__TASK INSTRUCTIONS__.
What is the number of lines in the data below that hold the word "Ampat"? Give nothing beyond that number.
============================================================
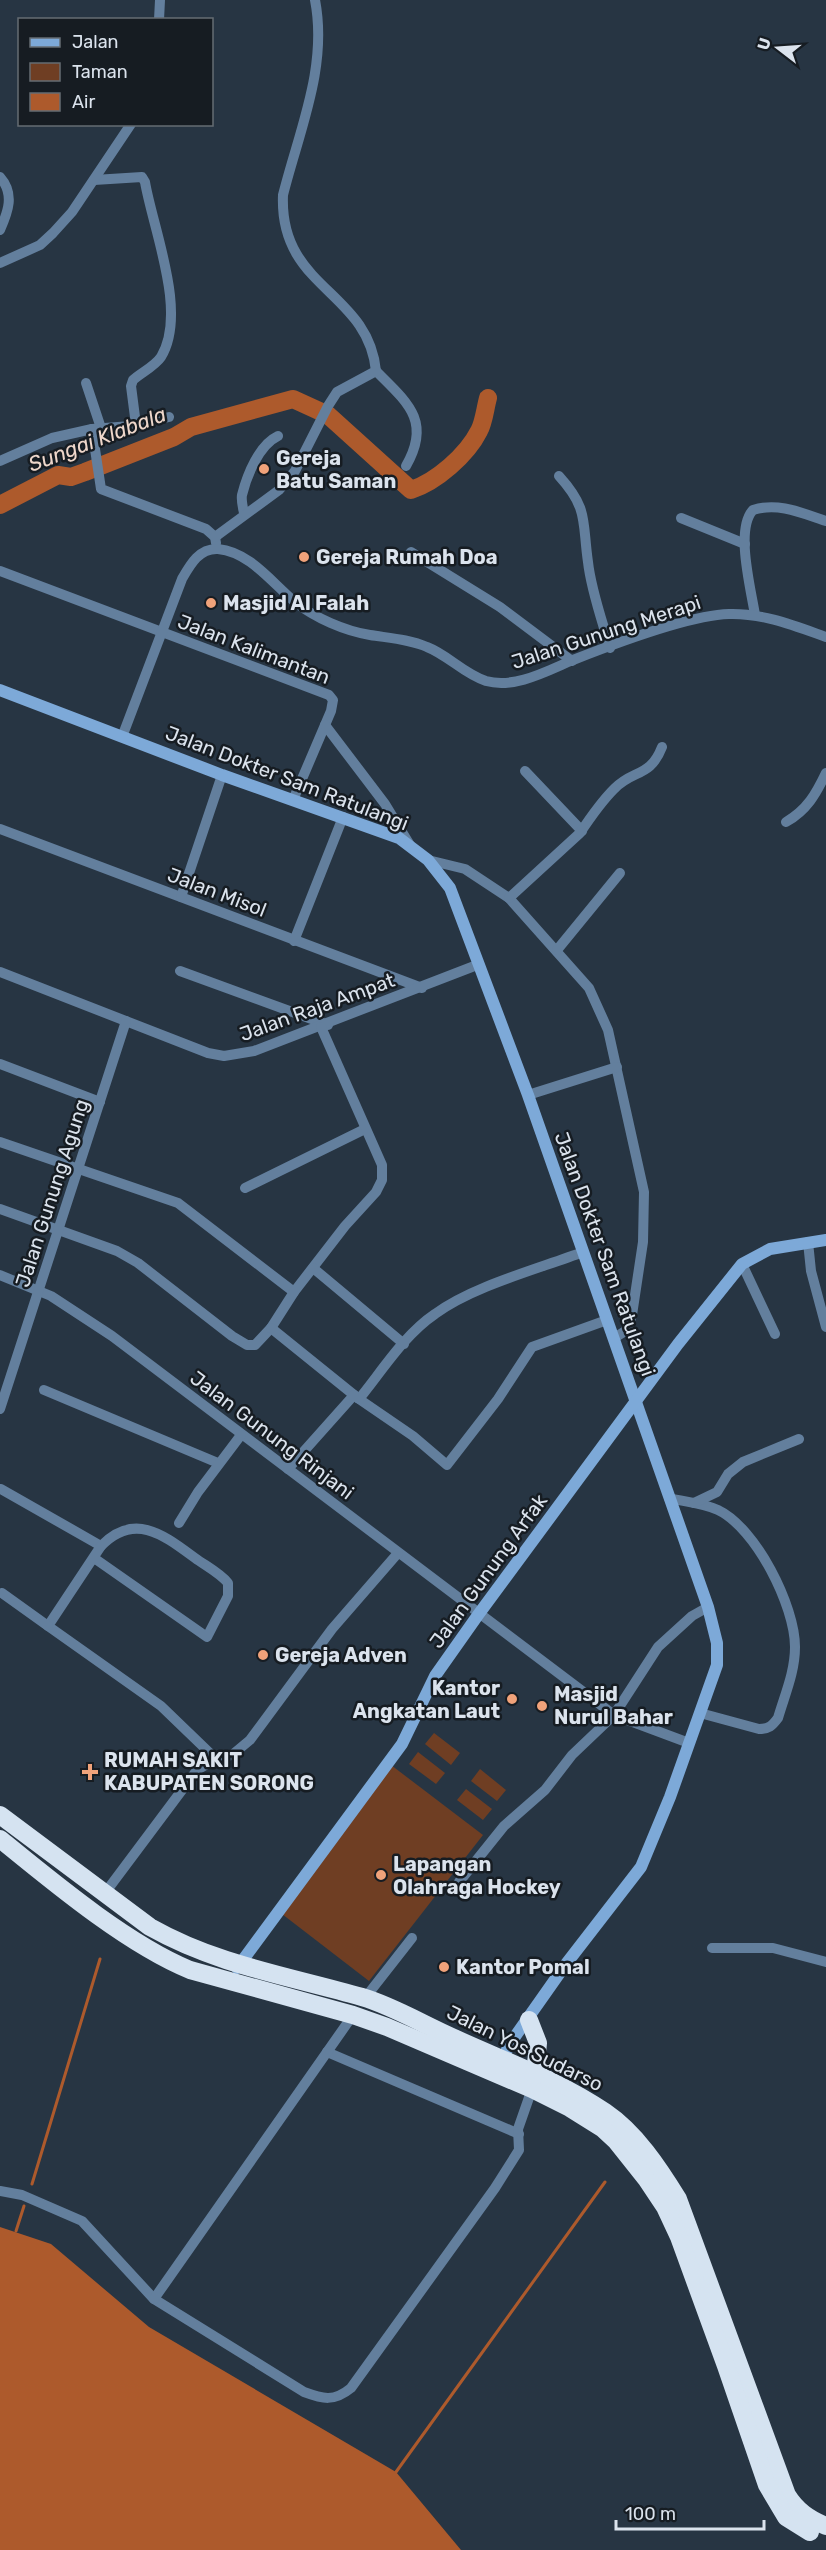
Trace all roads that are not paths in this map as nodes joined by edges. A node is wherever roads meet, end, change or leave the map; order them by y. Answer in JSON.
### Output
{"nodes":[{"id":1,"x":160,"y":0,"type":"edge"},
{"id":2,"x":315,"y":0,"type":"edge"},
{"id":3,"x":159,"y":18,"type":"edge"},
{"id":4,"x":130,"y":126,"type":"edge"},
{"id":5,"x":0,"y":177,"type":"edge"},
{"id":6,"x":94,"y":180,"type":"junction"},
{"id":7,"x":0,"y":230,"type":"edge"},
{"id":8,"x":0,"y":263,"type":"edge"},
{"id":9,"x":376,"y":371,"type":"junction"},
{"id":10,"x":86,"y":382,"type":"dead end"},
{"id":11,"x":169,"y":417,"type":"dead end"},
{"id":12,"x":136,"y":425,"type":"junction"},
{"id":13,"x":96,"y":429,"type":"junction"},
{"id":14,"x":279,"y":436,"type":"dead end"},
{"id":15,"x":0,"y":461,"type":"edge"},
{"id":16,"x":406,"y":466,"type":"dead end"},
{"id":17,"x":560,"y":476,"type":"dead end"},
{"id":18,"x":244,"y":513,"type":"junction"},
{"id":19,"x":681,"y":518,"type":"dead end"},
{"id":20,"x":826,"y":521,"type":"edge"},
{"id":21,"x":215,"y":537,"type":"junction"},
{"id":22,"x":746,"y":544,"type":"junction"},
{"id":23,"x":217,"y":549,"type":"junction"},
{"id":24,"x":411,"y":552,"type":"dead end"},
{"id":25,"x":0,"y":571,"type":"edge"},
{"id":26,"x":755,"y":615,"type":"junction"},
{"id":27,"x":161,"y":633,"type":"junction"},
{"id":28,"x":826,"y":637,"type":"edge"},
{"id":29,"x":610,"y":648,"type":"junction"},
{"id":30,"x":572,"y":661,"type":"junction"},
{"id":31,"x":0,"y":690,"type":"edge"},
{"id":32,"x":325,"y":725,"type":"junction"},
{"id":33,"x":122,"y":737,"type":"junction"},
{"id":34,"x":662,"y":747,"type":"dead end"},
{"id":35,"x":525,"y":771,"type":"dead end"},
{"id":36,"x":826,"y":773,"type":"edge"},
{"id":37,"x":222,"y":775,"type":"junction"},
{"id":38,"x":293,"y":800,"type":"junction"},
{"id":39,"x":342,"y":817,"type":"junction"},
{"id":40,"x":786,"y":822,"type":"dead end"},
{"id":41,"x":0,"y":830,"type":"edge"},
{"id":42,"x":582,"y":831,"type":"junction"},
{"id":43,"x":410,"y":845,"type":"junction"},
{"id":44,"x":428,"y":860,"type":"junction"},
{"id":45,"x":620,"y":873,"type":"dead end"},
{"id":46,"x":181,"y":897,"type":"junction"},
{"id":47,"x":509,"y":898,"type":"junction"},
{"id":48,"x":294,"y":941,"type":"junction"},
{"id":49,"x":556,"y":950,"type":"junction"},
{"id":50,"x":477,"y":964,"type":"junction"},
{"id":51,"x":180,"y":970,"type":"dead end"},
{"id":52,"x":0,"y":972,"type":"edge"},
{"id":53,"x":422,"y":988,"type":"junction"},
{"id":54,"x":126,"y":1021,"type":"junction"},
{"id":55,"x":325,"y":1026,"type":"junction"},
{"id":56,"x":0,"y":1064,"type":"edge"},
{"id":57,"x":617,"y":1066,"type":"junction"},
{"id":58,"x":528,"y":1095,"type":"junction"},
{"id":59,"x":100,"y":1102,"type":"junction"},
{"id":60,"x":365,"y":1129,"type":"junction"},
{"id":61,"x":0,"y":1142,"type":"edge"},
{"id":62,"x":79,"y":1170,"type":"junction"},
{"id":63,"x":245,"y":1188,"type":"dead end"},
{"id":64,"x":0,"y":1209,"type":"edge"},
{"id":65,"x":59,"y":1231,"type":"junction"},
{"id":66,"x":826,"y":1240,"type":"edge"},
{"id":67,"x":808,"y":1242,"type":"junction"},
{"id":68,"x":583,"y":1252,"type":"junction"},
{"id":69,"x":742,"y":1264,"type":"junction"},
{"id":70,"x":313,"y":1268,"type":"junction"},
{"id":71,"x":0,"y":1275,"type":"edge"},
{"id":72,"x":40,"y":1290,"type":"junction"},
{"id":73,"x":294,"y":1292,"type":"junction"},
{"id":74,"x":607,"y":1320,"type":"junction"},
{"id":75,"x":826,"y":1327,"type":"edge"},
{"id":76,"x":271,"y":1328,"type":"junction"},
{"id":77,"x":775,"y":1334,"type":"dead end"},
{"id":78,"x":614,"y":1338,"type":"junction"},
{"id":79,"x":404,"y":1344,"type":"junction"},
{"id":80,"x":0,"y":1371,"type":"edge"},
{"id":81,"x":11,"y":1376,"type":"junction"},
{"id":82,"x":44,"y":1390,"type":"dead end"},
{"id":83,"x":356,"y":1397,"type":"junction"},
{"id":84,"x":637,"y":1402,"type":"junction"},
{"id":85,"x":0,"y":1409,"type":"edge"},
{"id":86,"x":241,"y":1435,"type":"junction"},
{"id":87,"x":799,"y":1439,"type":"dead end"},
{"id":88,"x":218,"y":1463,"type":"junction"},
{"id":89,"x":288,"y":1469,"type":"junction"},
{"id":90,"x":1,"y":1489,"type":"edge"},
{"id":91,"x":669,"y":1498,"type":"junction"},
{"id":92,"x":694,"y":1503,"type":"junction"},
{"id":93,"x":179,"y":1523,"type":"dead end"},
{"id":94,"x":101,"y":1546,"type":"junction"},
{"id":95,"x":398,"y":1553,"type":"junction"},
{"id":96,"x":94,"y":1558,"type":"junction"},
{"id":97,"x":2,"y":1593,"type":"edge"},
{"id":98,"x":708,"y":1607,"type":"junction"},
{"id":99,"x":478,"y":1615,"type":"junction"},
{"id":100,"x":51,"y":1628,"type":"junction"},
{"id":101,"x":700,"y":1713,"type":"junction"},
{"id":102,"x":614,"y":1715,"type":"junction"},
{"id":103,"x":689,"y":1743,"type":"junction"},
{"id":104,"x":216,"y":1759,"type":"junction"},
{"id":105,"x":0,"y":1815,"type":"edge"},
{"id":106,"x":0,"y":1839,"type":"edge"},
{"id":107,"x":459,"y":1882,"type":"dead end"},
{"id":108,"x":105,"y":1893,"type":"junction"},
{"id":109,"x":412,"y":1938,"type":"dead end"},
{"id":110,"x":712,"y":1948,"type":"dead end"},
{"id":111,"x":826,"y":1962,"type":"edge"},
{"id":112,"x":238,"y":1966,"type":"junction"},
{"id":113,"x":228,"y":1981,"type":"junction"},
{"id":114,"x":364,"y":1998,"type":"junction"},
{"id":115,"x":353,"y":2015,"type":"junction"},
{"id":116,"x":529,"y":2020,"type":"junction"},
{"id":117,"x":327,"y":2052,"type":"junction"},
{"id":118,"x":500,"y":2066,"type":"junction"},
{"id":119,"x":533,"y":2082,"type":"junction"},
{"id":120,"x":519,"y":2134,"type":"junction"},
{"id":121,"x":0,"y":2191,"type":"edge"},
{"id":122,"x":154,"y":2299,"type":"junction"},
{"id":123,"x":733,"y":2363,"type":"junction"},
{"id":124,"x":826,"y":2526,"type":"edge"},
{"id":125,"x":826,"y":2538,"type":"edge"}],
"edges":[{"from":1,"to":3,"type":"street"},
{"from":2,"to":9,"type":"street"},
{"from":4,"to":6,"type":"street"},
{"from":5,"to":7,"type":"street"},
{"from":6,"to":8,"type":"street"},
{"from":6,"to":12,"type":"street"},
{"from":9,"to":16,"type":"street"},
{"from":9,"to":18,"type":"street"},
{"from":10,"to":13,"type":"street"},
{"from":11,"to":12,"type":"street"},
{"from":12,"to":13,"type":"street"},
{"from":13,"to":15,"type":"street"},
{"from":13,"to":21,"type":"street"},
{"from":14,"to":18,"type":"street"},
{"from":17,"to":29,"type":"street"},
{"from":18,"to":21,"type":"street"},
{"from":19,"to":22,"type":"street"},
{"from":20,"to":22,"type":"street"},
{"from":21,"to":23,"type":"street"},
{"from":22,"to":26,"type":"street"},
{"from":23,"to":27,"type":"street"},
{"from":23,"to":30,"type":"street","name":"Jalan Gunung Merapi"},
{"from":24,"to":30,"type":"street"},
{"from":25,"to":27,"type":"street","name":"Jalan Kalimantan"},
{"from":26,"to":28,"type":"street","name":"Jalan Gunung Merapi"},
{"from":26,"to":29,"type":"street","name":"Jalan Gunung Merapi"},
{"from":27,"to":32,"type":"street","name":"Jalan Kalimantan"},
{"from":27,"to":33,"type":"street"},
{"from":29,"to":30,"type":"street","name":"Jalan Gunung Merapi"},
{"from":31,"to":33,"type":"street","name":"Jalan Dokter Sam Ratulangi"},
{"from":32,"to":38,"type":"street"},
{"from":32,"to":43,"type":"street"},
{"from":33,"to":37,"type":"street","name":"Jalan Dokter Sam Ratulangi"},
{"from":34,"to":42,"type":"street"},
{"from":35,"to":42,"type":"street"},
{"from":36,"to":40,"type":"street"},
{"from":37,"to":38,"type":"street","name":"Jalan Dokter Sam Ratulangi"},
{"from":37,"to":46,"type":"street"},
{"from":38,"to":39,"type":"street","name":"Jalan Dokter Sam Ratulangi"},
{"from":39,"to":43,"type":"street","name":"Jalan Dokter Sam Ratulangi"},
{"from":39,"to":48,"type":"street"},
{"from":41,"to":46,"type":"street","name":"Jalan Misol"},
{"from":42,"to":47,"type":"street"},
{"from":43,"to":44,"type":"street","name":"Jalan Dokter Sam Ratulangi"},
{"from":44,"to":47,"type":"street"},
{"from":44,"to":50,"type":"street","name":"Jalan Dokter Sam Ratulangi"},
{"from":45,"to":49,"type":"street"},
{"from":46,"to":48,"type":"street","name":"Jalan Misol"},
{"from":47,"to":49,"type":"street"},
{"from":48,"to":53,"type":"street","name":"Jalan Misol"},
{"from":49,"to":57,"type":"street"},
{"from":50,"to":53,"type":"street","name":"Jalan Raja Ampat"},
{"from":50,"to":58,"type":"street","name":"Jalan Dokter Sam Ratulangi"},
{"from":51,"to":55,"type":"street"},
{"from":52,"to":54,"type":"street","name":"Jalan Raja Ampat"},
{"from":53,"to":55,"type":"street","name":"Jalan Raja Ampat"},
{"from":54,"to":55,"type":"street","name":"Jalan Raja Ampat"},
{"from":54,"to":59,"type":"street","name":"Jalan Gunung Agung"},
{"from":55,"to":60,"type":"street"},
{"from":56,"to":59,"type":"street"},
{"from":57,"to":58,"type":"street"},
{"from":57,"to":78,"type":"street"},
{"from":58,"to":68,"type":"street","name":"Jalan Dokter Sam Ratulangi"},
{"from":59,"to":62,"type":"street","name":"Jalan Gunung Agung"},
{"from":60,"to":63,"type":"street"},
{"from":60,"to":70,"type":"street"},
{"from":61,"to":62,"type":"street"},
{"from":62,"to":65,"type":"street","name":"Jalan Gunung Agung"},
{"from":62,"to":73,"type":"street"},
{"from":64,"to":65,"type":"street"},
{"from":65,"to":72,"type":"street","name":"Jalan Gunung Agung"},
{"from":65,"to":76,"type":"street"},
{"from":66,"to":67,"type":"street","name":"Jalan Gunung Arfak"},
{"from":67,"to":69,"type":"street","name":"Jalan Gunung Arfak"},
{"from":67,"to":75,"type":"street"},
{"from":68,"to":74,"type":"street","name":"Jalan Dokter Sam Ratulangi"},
{"from":68,"to":79,"type":"street"},
{"from":69,"to":77,"type":"street"},
{"from":69,"to":84,"type":"street","name":"Jalan Gunung Arfak"},
{"from":70,"to":73,"type":"street"},
{"from":70,"to":79,"type":"street"},
{"from":71,"to":72,"type":"street","name":"Jalan Gunung Rinjani"},
{"from":72,"to":81,"type":"street","name":"Jalan Gunung Agung"},
{"from":72,"to":86,"type":"street","name":"Jalan Gunung Rinjani"},
{"from":73,"to":76,"type":"street"},
{"from":74,"to":78,"type":"street","name":"Jalan Dokter Sam Ratulangi"},
{"from":74,"to":83,"type":"street"},
{"from":76,"to":83,"type":"street"},
{"from":78,"to":84,"type":"street","name":"Jalan Dokter Sam Ratulangi"},
{"from":79,"to":83,"type":"street"},
{"from":80,"to":81,"type":"street"},
{"from":81,"to":85,"type":"street","name":"Jalan Gunung Agung"},
{"from":82,"to":88,"type":"street"},
{"from":83,"to":89,"type":"street"},
{"from":84,"to":91,"type":"street","name":"Jalan Dokter Sam Ratulangi"},
{"from":84,"to":99,"type":"street","name":"Jalan Gunung Arfak"},
{"from":86,"to":88,"type":"street"},
{"from":86,"to":89,"type":"street","name":"Jalan Gunung Rinjani"},
{"from":87,"to":92,"type":"street"},
{"from":88,"to":93,"type":"street"},
{"from":89,"to":95,"type":"street","name":"Jalan Gunung Rinjani"},
{"from":90,"to":94,"type":"street"},
{"from":91,"to":92,"type":"street"},
{"from":91,"to":98,"type":"street","name":"Jalan Dokter Sam Ratulangi"},
{"from":92,"to":101,"type":"street"},
{"from":94,"to":96,"type":"street"},
{"from":94,"to":96,"type":"street"},
{"from":95,"to":99,"type":"street","name":"Jalan Gunung Rinjani"},
{"from":95,"to":104,"type":"street"},
{"from":96,"to":100,"type":"street"},
{"from":97,"to":100,"type":"street"},
{"from":98,"to":101,"type":"street","name":"Jalan Dokter Sam Ratulangi"},
{"from":98,"to":102,"type":"street"},
{"from":99,"to":102,"type":"street","name":"Jalan Gunung Rinjani"},
{"from":99,"to":112,"type":"street","name":"Jalan Gunung Arfak"},
{"from":100,"to":104,"type":"street"},
{"from":101,"to":103,"type":"street","name":"Jalan Dokter Sam Ratulangi"},
{"from":102,"to":103,"type":"street","name":"Jalan Gunung Rinjani"},
{"from":102,"to":107,"type":"street"},
{"from":103,"to":116,"type":"street","name":"Jalan Dokter Sam Ratulangi"},
{"from":104,"to":108,"type":"street"},
{"from":105,"to":108,"type":"highway","name":"Jalan Yos Sudarso"},
{"from":106,"to":113,"type":"highway","name":"Jalan Yos Sudarso"},
{"from":108,"to":112,"type":"highway","name":"Jalan Yos Sudarso"},
{"from":109,"to":114,"type":"street"},
{"from":110,"to":111,"type":"street"},
{"from":112,"to":113,"type":"street","name":"Jalan Gunung Arfak"},
{"from":112,"to":114,"type":"highway","name":"Jalan Yos Sudarso"},
{"from":113,"to":115,"type":"highway","name":"Jalan Yos Sudarso"},
{"from":114,"to":118,"type":"highway","name":"Jalan Yos Sudarso"},
{"from":115,"to":117,"type":"street"},
{"from":115,"to":118,"type":"highway","name":"Jalan Yos Sudarso"},
{"from":116,"to":118,"type":"street","name":"Jalan Dokter Sam Ratulangi"},
{"from":116,"to":119,"type":"highway"},
{"from":117,"to":120,"type":"street"},
{"from":117,"to":122,"type":"street"},
{"from":118,"to":119,"type":"highway","name":"Jalan Yos Sudarso"},
{"from":119,"to":120,"type":"street"},
{"from":119,"to":123,"type":"highway","name":"Jalan Yos Sudarso"},
{"from":120,"to":122,"type":"street"},
{"from":121,"to":122,"type":"street"},
{"from":123,"to":124,"type":"highway","name":"Jalan Yos Sudarso"},
{"from":123,"to":125,"type":"highway","name":"Jalan Yos Sudarso"}]}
============================================================
__REPLY TO THE EXERCISE__.
4